Thanks to @EricWiechman12 for pointing it out, but this no-look pass from Oso is LOL worthy. I had to slow it down and watch it a few times.— Paint Touches (@PaintTouches) October 28, 2022
Shaka's been screaming for months now, but the country has no idea what's coming from the #mubb big man. pic.twitter.com/RVgf69CR1U
LOOK WHERE HE STARTS. HE’S BEHIND THE ARC. MARQUETTE’S CENTER JUST TOOK HIS MAN TO THE LANE OFF THE DRIBBLE AND THEN THREW A NO LOOK BOUNCE PASS TO A BASELINE CUTTER FOR A DUNK. WHAT EVEN IS THAT? WHAT IS THE ACTUAL CEILING HERE?
You know what the wild part about that is? If you slow it down, it certainly looks like Ighodaro’s drive to the middle drew Kam Jones off the wing to collapse on him.... which was letting David Joplin wander around behind the arc. It seems like Chase Ross was available for the dunk because Stevie Mitchell lost him on the baseline, but if that wasn’t available, it’s definitely possible that Joplin was sitting wide open for a triple as well. He had PASSING OPTIONS available to him on a drive. AS THE CENTER.
Think about this, too: Ighodaro felt confident making that pass to a guy that he’s only been playing with for a couple of months. Also: Ighodaro felt confident to make the drive into the middle in the first place.

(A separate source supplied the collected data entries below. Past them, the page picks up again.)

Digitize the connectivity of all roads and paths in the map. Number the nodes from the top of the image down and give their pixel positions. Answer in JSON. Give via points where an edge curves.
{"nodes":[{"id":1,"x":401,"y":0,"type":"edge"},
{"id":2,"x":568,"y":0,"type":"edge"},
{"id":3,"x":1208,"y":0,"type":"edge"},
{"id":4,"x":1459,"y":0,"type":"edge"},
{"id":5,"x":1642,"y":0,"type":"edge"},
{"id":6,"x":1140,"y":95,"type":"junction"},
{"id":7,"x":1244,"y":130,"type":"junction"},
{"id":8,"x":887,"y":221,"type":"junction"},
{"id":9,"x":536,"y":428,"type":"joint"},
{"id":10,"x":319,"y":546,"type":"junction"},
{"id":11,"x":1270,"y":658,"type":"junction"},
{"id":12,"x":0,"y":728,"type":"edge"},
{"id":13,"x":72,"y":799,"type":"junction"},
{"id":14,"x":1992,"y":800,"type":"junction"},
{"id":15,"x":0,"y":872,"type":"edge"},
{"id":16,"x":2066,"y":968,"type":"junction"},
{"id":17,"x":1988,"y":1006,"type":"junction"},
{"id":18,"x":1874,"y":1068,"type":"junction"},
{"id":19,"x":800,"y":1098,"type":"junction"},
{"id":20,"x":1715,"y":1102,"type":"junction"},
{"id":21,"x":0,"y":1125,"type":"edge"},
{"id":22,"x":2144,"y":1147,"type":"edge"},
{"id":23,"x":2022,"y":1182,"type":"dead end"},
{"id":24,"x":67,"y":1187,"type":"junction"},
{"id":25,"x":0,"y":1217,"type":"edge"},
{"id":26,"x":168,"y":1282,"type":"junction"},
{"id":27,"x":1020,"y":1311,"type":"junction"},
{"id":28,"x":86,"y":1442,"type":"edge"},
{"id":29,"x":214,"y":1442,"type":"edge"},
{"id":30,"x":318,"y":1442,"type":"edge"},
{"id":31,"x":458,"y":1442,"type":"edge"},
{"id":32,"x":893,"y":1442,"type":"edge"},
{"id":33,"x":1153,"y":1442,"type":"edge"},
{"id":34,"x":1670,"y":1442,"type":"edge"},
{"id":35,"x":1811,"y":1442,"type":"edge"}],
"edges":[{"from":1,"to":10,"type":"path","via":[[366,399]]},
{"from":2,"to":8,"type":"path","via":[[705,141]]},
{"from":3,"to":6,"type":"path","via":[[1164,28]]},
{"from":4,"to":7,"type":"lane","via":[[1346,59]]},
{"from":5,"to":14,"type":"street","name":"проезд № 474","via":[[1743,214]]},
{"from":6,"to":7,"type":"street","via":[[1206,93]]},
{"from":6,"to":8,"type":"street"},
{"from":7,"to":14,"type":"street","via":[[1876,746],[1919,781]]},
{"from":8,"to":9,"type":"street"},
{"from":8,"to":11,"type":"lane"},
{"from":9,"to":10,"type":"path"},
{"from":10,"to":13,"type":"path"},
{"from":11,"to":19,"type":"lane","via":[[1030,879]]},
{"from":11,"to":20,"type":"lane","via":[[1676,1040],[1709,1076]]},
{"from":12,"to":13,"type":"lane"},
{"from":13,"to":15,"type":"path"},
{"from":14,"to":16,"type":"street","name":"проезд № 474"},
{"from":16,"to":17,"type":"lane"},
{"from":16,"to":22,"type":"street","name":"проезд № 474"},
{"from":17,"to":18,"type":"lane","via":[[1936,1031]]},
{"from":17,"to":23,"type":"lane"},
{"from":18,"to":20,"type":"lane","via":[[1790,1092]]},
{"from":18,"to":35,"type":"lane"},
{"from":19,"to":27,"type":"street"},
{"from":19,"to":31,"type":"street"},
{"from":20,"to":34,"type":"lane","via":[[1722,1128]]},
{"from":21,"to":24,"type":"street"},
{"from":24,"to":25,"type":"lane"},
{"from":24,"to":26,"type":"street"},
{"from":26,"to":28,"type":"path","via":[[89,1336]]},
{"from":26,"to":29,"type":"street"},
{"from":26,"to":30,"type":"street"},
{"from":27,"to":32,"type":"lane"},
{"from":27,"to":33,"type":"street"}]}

He’s listed at 215 pounds, the exact same weight he was at a year ago. I’m not saying Ighodaro isn’t stronger than he was last year at this time, I’m saying that there is not an increase in bulk for MU’s expected starting center. Here’s why that’s a possible problem:
Adama Sanogo: 6’9”, 245 pounds
Ryan Kalkbrenner: 7’1”, 260 pounds
Jack Nunge: 7’1”, 245 pounds
See it now? That’s six games of Marquette’s Big East schedule right there, and I haven’t gotten into Eric Dixon (255 lbs.) or even Tyrese Samuel (235 lbs.) yet, or Zach Edey (290 lbs.) and Flo Thamba (250 lbs.) in the non-conference portion of the schedule. That is a lot of gigantic dudes that Ighodaro is going to have to defend constantly all year long. Now, the good news is that Shaka Smart is a defensive minded coach, so I’m sure the plan is not “well, have fun out there, Oso, we’re all depending on you.” He’s going to get help to defend these guys, no matter what.
But banging around with guys outweighing you by at least 20 pounds on the very low end on a nightly basis is an awful way to go through life. It is going to take a toll on Ighodaro, no matter what else happens. How much of a toll is it going to take? How much of his offensive efficiency is it going to sap? How effective is Ighodaro going to be when he has to be the primary guy tangling on the interior all season long?